● **Task prompt**
For the entries below, repeat exactly each line starting with the one that contains "index pip: (370, 236)" and going on through the one that contains "middle tip: (253, 275)", and no others.

● **Given data**

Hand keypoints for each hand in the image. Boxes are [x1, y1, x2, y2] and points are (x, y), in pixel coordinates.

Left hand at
---
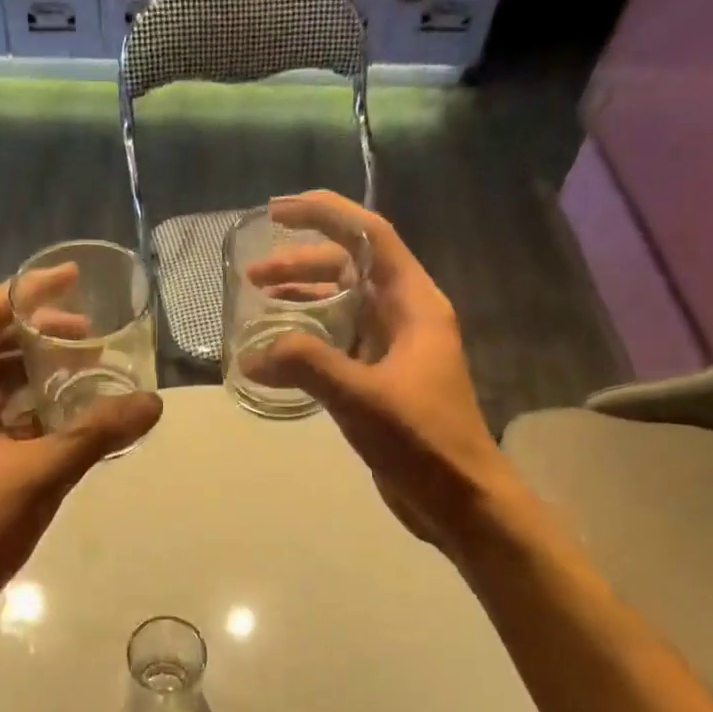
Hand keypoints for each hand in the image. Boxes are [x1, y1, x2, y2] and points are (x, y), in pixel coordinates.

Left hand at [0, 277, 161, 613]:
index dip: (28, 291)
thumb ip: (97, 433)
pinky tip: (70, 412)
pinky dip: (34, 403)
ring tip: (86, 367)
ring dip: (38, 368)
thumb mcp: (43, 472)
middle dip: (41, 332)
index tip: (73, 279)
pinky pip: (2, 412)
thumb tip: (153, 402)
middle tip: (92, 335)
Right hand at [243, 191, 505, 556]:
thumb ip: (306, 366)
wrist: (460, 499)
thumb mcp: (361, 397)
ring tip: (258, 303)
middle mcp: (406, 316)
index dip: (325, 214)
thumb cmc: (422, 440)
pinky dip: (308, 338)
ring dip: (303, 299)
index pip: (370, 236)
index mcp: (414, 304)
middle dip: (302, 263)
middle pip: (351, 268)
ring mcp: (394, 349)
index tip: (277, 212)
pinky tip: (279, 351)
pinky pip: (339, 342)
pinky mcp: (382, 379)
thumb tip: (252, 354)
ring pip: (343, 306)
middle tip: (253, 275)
==
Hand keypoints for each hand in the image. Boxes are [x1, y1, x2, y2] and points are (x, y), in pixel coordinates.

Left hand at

● **Reply to the task**
index pip: (370, 236)
index mcp: (414, 304)
middle dip: (302, 263)
middle pip: (351, 268)
ring mcp: (394, 349)
index tip: (277, 212)
pinky tip: (279, 351)
pinky pip: (339, 342)
pinky mcp: (382, 379)
thumb tip: (252, 354)
ring pip: (343, 306)
middle tip: (253, 275)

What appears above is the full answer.